The seventh edition of Environmental Hazards provides a much expanded and fully up-to-date overview of all the extreme environmental events that threaten people and what they value in the 21st century globally. It integrates cutting-edge materials to provide an interdisciplinary approach to environmental hazards and their management, illustrating how natural and human systems interact to place communities of all sizes, and at all stages of economic development, at risk. Part 1 defines basic concepts of hazard, risk, vulnerability and disaster and explores the evolution of hazards theory. Part 2 employs a consistent chapter structure to demonstrate how individual hazards occur, their impacts and how the risks can be assessed and managed.

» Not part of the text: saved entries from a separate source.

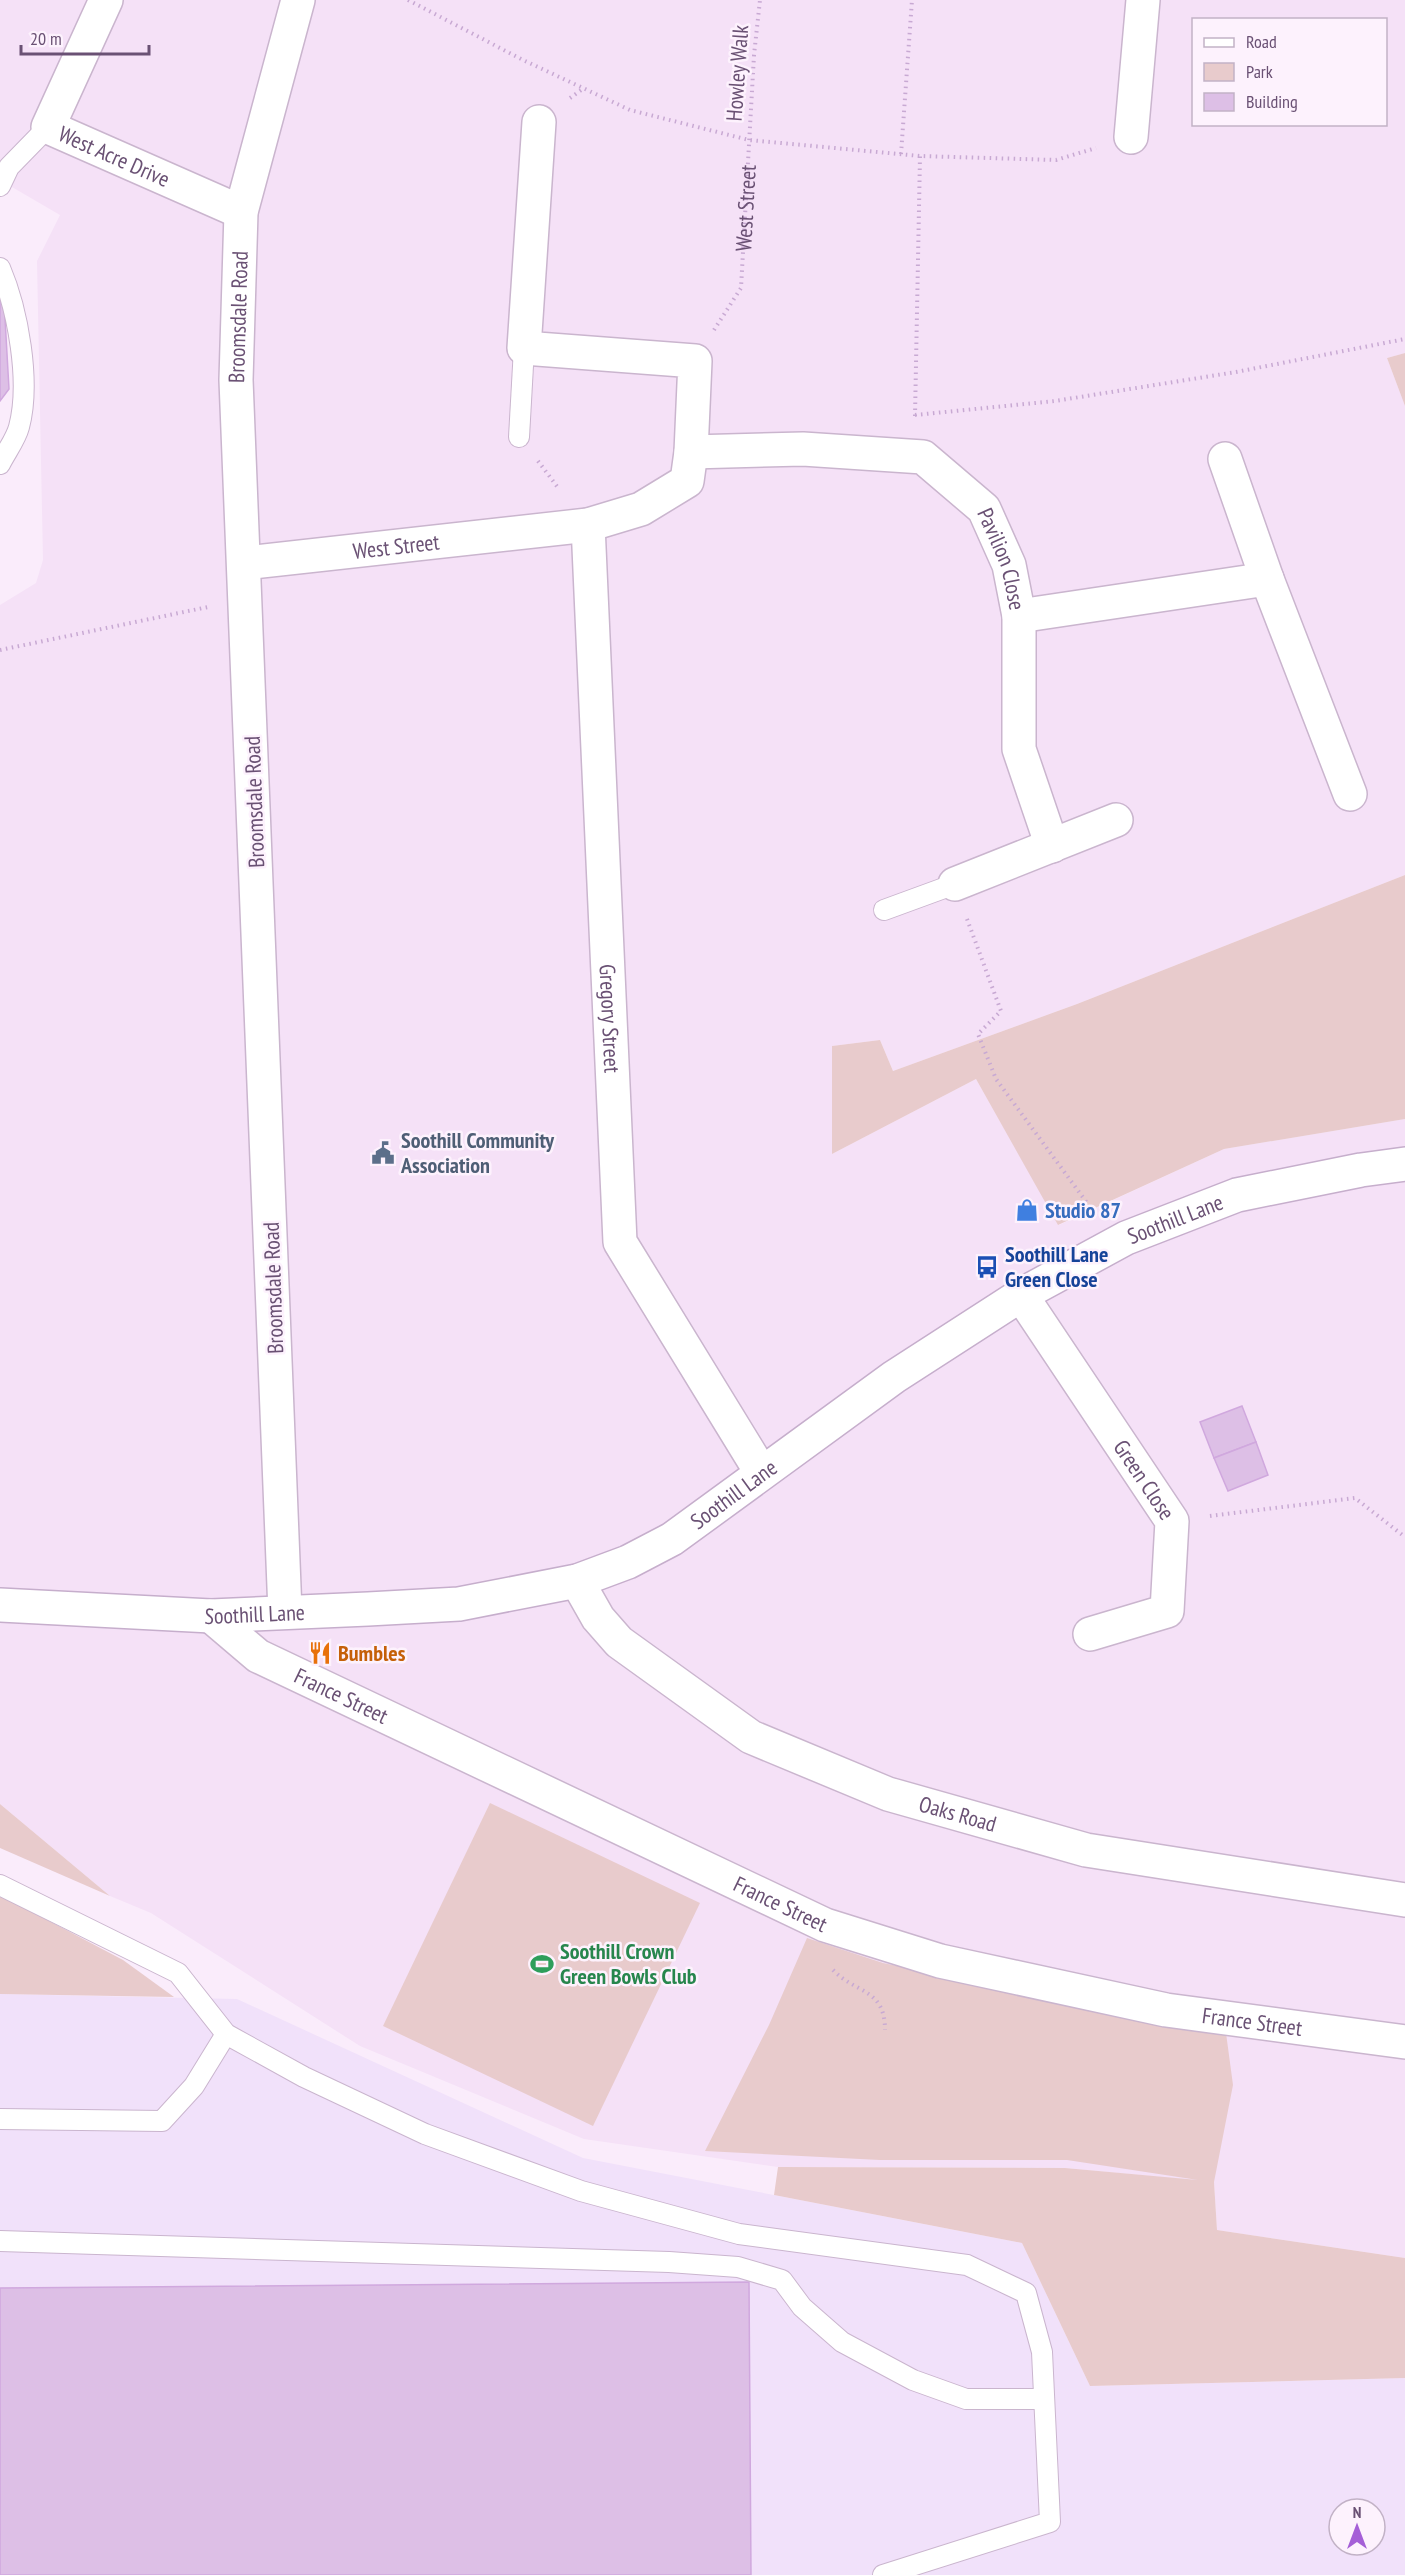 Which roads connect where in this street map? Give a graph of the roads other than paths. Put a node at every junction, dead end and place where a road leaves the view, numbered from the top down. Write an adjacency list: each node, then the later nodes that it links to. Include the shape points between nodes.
1 (106, 0): 5 (street, West Acre Drive)
2 (298, 0): 8 (street, Broomsdale Road)
3 (1143, 0): 6 (street)
4 (539, 123): 10 (street)
5 (48, 128): 7 (lane, via 9,167); 8 (street, West Acre Drive)
6 (1131, 137)
7 (0, 186)
8 (242, 212): 16 (street, Broomsdale Road, via 236,380)
9 (0, 268): 14 (lane, via 12,296 25,385 19,428)
10 (524, 348): 11 (lane); 12 (street, West Street, via 695,361)
11 (519, 437)
12 (691, 452): 15 (street, West Street, via 687,481 641,509); 18 (street, Pavilion Close, via 803,450 923,457 984,509 1009,565)
13 (1225, 459): 17 (street)
14 (0, 464)
15 (588, 525): 16 (street, West Street); 26 (street, Gregory Street, via 620,1242)
16 (245, 563): 29 (street, Broomsdale Road)
17 (1267, 579): 18 (street); 19 (street)
18 (1019, 616): 21 (street, Pavilion Close, via 1019,749)
19 (1350, 794)
20 (1116, 820): 21 (street)
21 (1052, 846): 22 (street)
22 (955, 884): 23 (lane)
23 (884, 910)
24 (1405, 1164): 25 (street, Soothill Lane, via 1237,1195 1117,1243)
25 (1021, 1295): 26 (street, Soothill Lane, via 894,1377); 31 (street, Green Close, via 1172,1521 1167,1611)
26 (761, 1472): 27 (street, Soothill Lane, via 672,1539 628,1562)
27 (578, 1581): 29 (street, Soothill Lane, via 459,1604); 33 (street, Oaks Road, via 598,1618 619,1642 751,1737 888,1794 1086,1850)
28 (0, 1605): 30 (street, Soothill Lane)
29 (285, 1612): 30 (street, Soothill Lane)
30 (212, 1616): 35 (street, France Street, via 258,1656 825,1925 940,1961 1166,2010)
31 (1090, 1634)
32 (0, 1885): 34 (lane, via 178,1972)
33 (1405, 1900)
34 (226, 2034): 36 (lane, via 194,2086 162,2121); 38 (lane, via 304,2077 425,2134 581,2191 739,2234 967,2265 1026,2293 1042,2352)
35 (1405, 2042)
36 (0, 2119)
37 (0, 2241): 38 (lane, via 738,2267 782,2280 802,2307 842,2342 913,2380 966,2399)
38 (1044, 2398): 39 (lane, via 1050,2522)
39 (883, 2575) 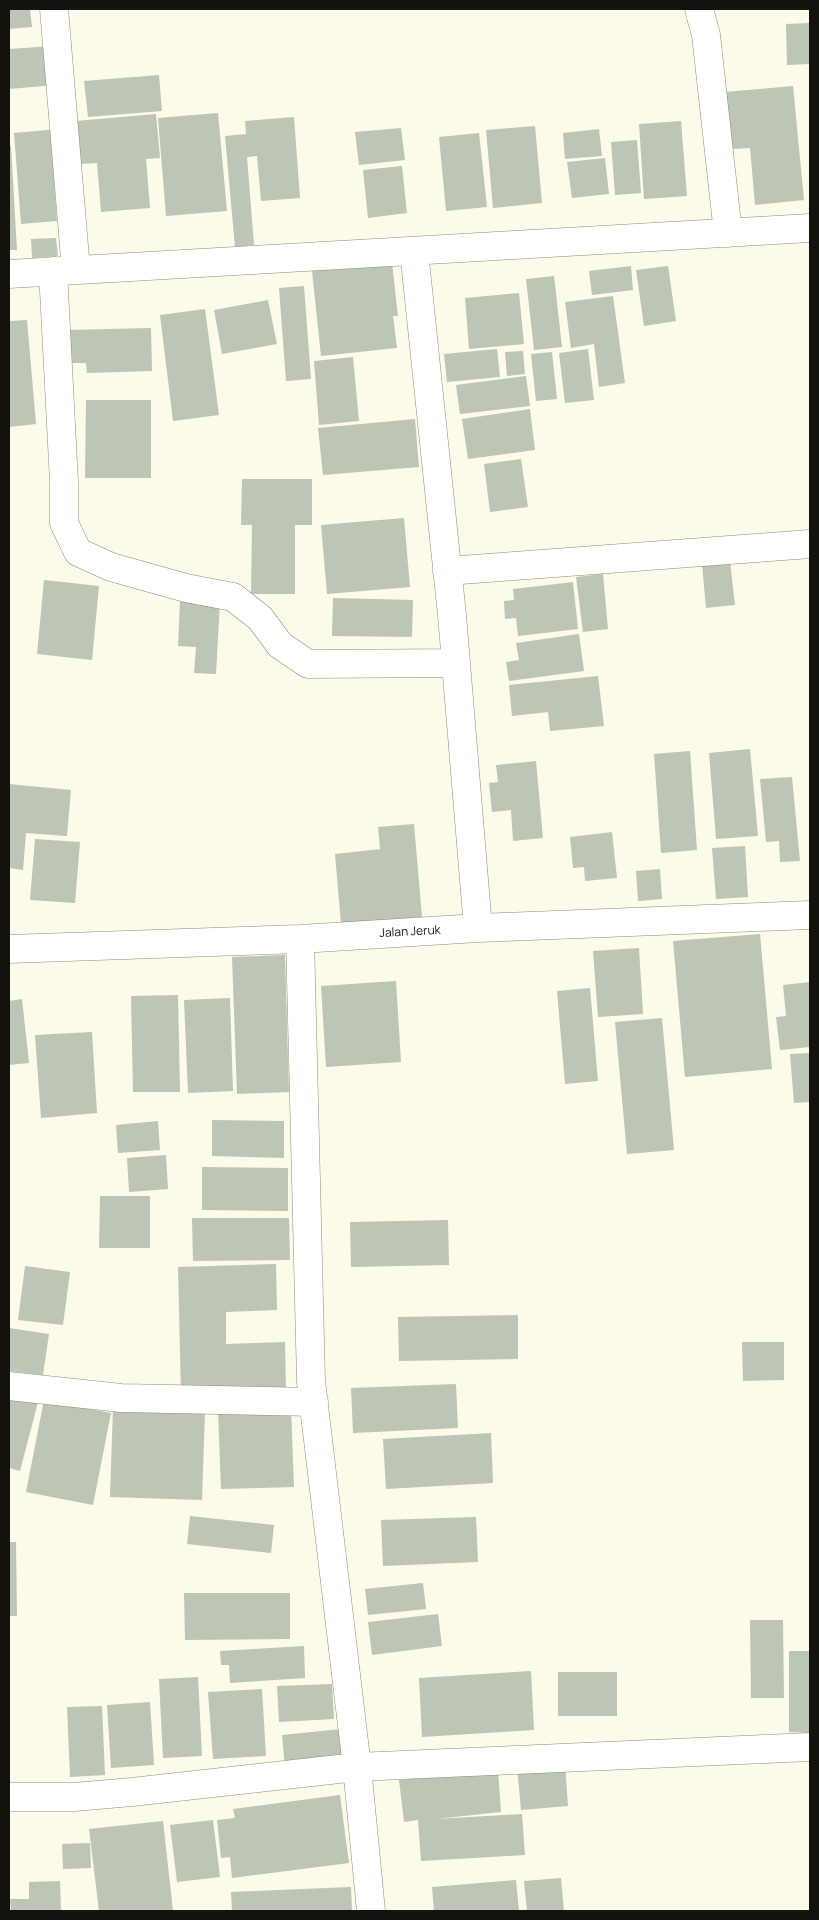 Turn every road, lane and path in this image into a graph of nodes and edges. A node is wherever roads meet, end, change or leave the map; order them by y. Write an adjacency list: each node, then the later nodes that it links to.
1 (54, 9): 6 (street)
2 (700, 9): 4 (street)
3 (810, 228): 4 (street)
4 (728, 233): 5 (street)
5 (414, 251): 6 (street); 9 (street)
6 (64, 271): 7 (street); 10 (street)
7 (9, 274)
8 (810, 544): 9 (street)
9 (447, 571): 10 (street)
10 (456, 663): 12 (street)
11 (810, 915): 12 (street, Jalan Jeruk)
12 (478, 928): 13 (street, Jalan Jeruk)
13 (300, 938): 14 (street, Jalan Jeruk); 16 (street)
14 (9, 949)
15 (9, 1386): 16 (street)
16 (314, 1402): 18 (street)
17 (810, 1747): 18 (street)
18 (357, 1767): 19 (street); 20 (street)
19 (9, 1797)
20 (371, 1911) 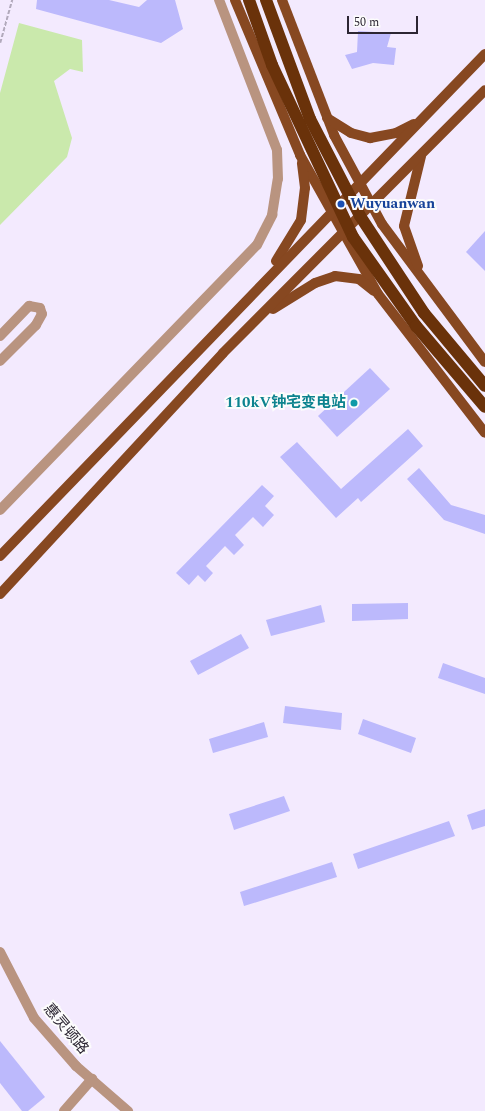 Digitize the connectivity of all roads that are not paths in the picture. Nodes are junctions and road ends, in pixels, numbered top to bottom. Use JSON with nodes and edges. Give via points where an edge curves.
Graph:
{"nodes":[{"id":1,"x":219,"y":0,"type":"edge"},
{"id":2,"x":235,"y":0,"type":"edge"},
{"id":3,"x":249,"y":0,"type":"edge"},
{"id":4,"x":266,"y":0,"type":"edge"},
{"id":5,"x":282,"y":0,"type":"edge"},
{"id":6,"x":485,"y":54,"type":"edge"},
{"id":7,"x":485,"y":90,"type":"edge"},
{"id":8,"x":327,"y":118,"type":"junction"},
{"id":9,"x":423,"y":119,"type":"junction"},
{"id":10,"x":300,"y":155,"type":"junction"},
{"id":11,"x":421,"y":155,"type":"junction"},
{"id":12,"x":361,"y":183,"type":"junction"},
{"id":13,"x":372,"y":204,"type":"junction"},
{"id":14,"x":332,"y":212,"type":"junction"},
{"id":15,"x":344,"y":234,"type":"junction"},
{"id":16,"x":429,"y":289,"type":"junction"},
{"id":17,"x":378,"y":294,"type":"junction"},
{"id":18,"x":245,"y":300,"type":"junction"},
{"id":19,"x":256,"y":319,"type":"junction"},
{"id":20,"x":0,"y":336,"type":"edge"},
{"id":21,"x":0,"y":361,"type":"edge"},
{"id":22,"x":485,"y":362,"type":"edge"},
{"id":23,"x":485,"y":386,"type":"edge"},
{"id":24,"x":485,"y":406,"type":"edge"},
{"id":25,"x":485,"y":433,"type":"edge"},
{"id":26,"x":0,"y":510,"type":"edge"},
{"id":27,"x":0,"y":556,"type":"edge"},
{"id":28,"x":0,"y":594,"type":"edge"},
{"id":29,"x":0,"y":952,"type":"edge"},
{"id":30,"x":92,"y":1079,"type":"junction"},
{"id":31,"x":64,"y":1111,"type":"edge"},
{"id":32,"x":128,"y":1111,"type":"edge"}],
"edges":[{"from":1,"to":26,"type":"street","via":[[277,150],[278,179],[272,215],[257,245]]},
{"from":2,"to":10,"type":"main road"},
{"from":3,"to":24,"type":"highway","bridge":true,"via":[[294,114],[353,237],[416,326]]},
{"from":4,"to":23,"type":"highway","bridge":true,"via":[[310,119],[360,216],[424,313]]},
{"from":5,"to":8,"type":"main road"},
{"from":6,"to":9,"type":"main road"},
{"from":7,"to":11,"type":"main road"},
{"from":8,"to":9,"type":"main road","via":[[350,133],[370,138],[396,133]]},
{"from":8,"to":12,"type":"main road"},
{"from":9,"to":12,"type":"main road"},
{"from":10,"to":14,"type":"main road"},
{"from":10,"to":18,"type":"main road","via":[[305,188],[301,220],[288,246]]},
{"from":11,"to":13,"type":"main road"},
{"from":11,"to":16,"type":"main road","via":[[404,226],[410,250]]},
{"from":12,"to":13,"type":"main road"},
{"from":12,"to":14,"type":"main road"},
{"from":13,"to":15,"type":"main road"},
{"from":13,"to":16,"type":"main road","via":[[382,224]]},
{"from":14,"to":15,"type":"main road"},
{"from":14,"to":18,"type":"main road"},
{"from":15,"to":17,"type":"main road"},
{"from":15,"to":19,"type":"main road"},
{"from":16,"to":22,"type":"main road"},
{"from":17,"to":19,"type":"main road","via":[[359,279],[335,276],[315,283]]},
{"from":17,"to":25,"type":"main road"},
{"from":18,"to":27,"type":"main road"},
{"from":19,"to":28,"type":"main road"},
{"from":20,"to":21,"type":"street","via":[[28,306],[40,308],[42,314],[36,325]]},
{"from":29,"to":30,"type":"street","name":"惠灵顿路","via":[[34,1018]]},
{"from":30,"to":31,"type":"street"},
{"from":30,"to":32,"type":"street","name":"惠灵顿路"}]}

This extensively revised edition includes:
Fresh perspectives on the reliability of disaster data, disaster risk reduction, risk and disaster perception and communication, and new technologies available to assist with environmental hazard management
The addition of several new environmental hazards including landslide and avalanches, cryospheric hazards, karst and subsidence hazards, and hazards of the Anthropocene
More boxed sections with a focus on both generic issues and the lessons to be learned from a carefully selected range of up-to-date extreme events
An annotated list of key resources, including further reading and relevant websites, for all chapters
More colour diagrams and photographs, and more than 1,000 references to some of the most significant and recent published material
New exercises to assist teaching in the classroom, or self-learning
This carefully structured and balanced textbook captures the complexity and dynamism of environmental hazards and is essential reading for students across many disciplines including geography, environmental science, environmental studies and natural resources.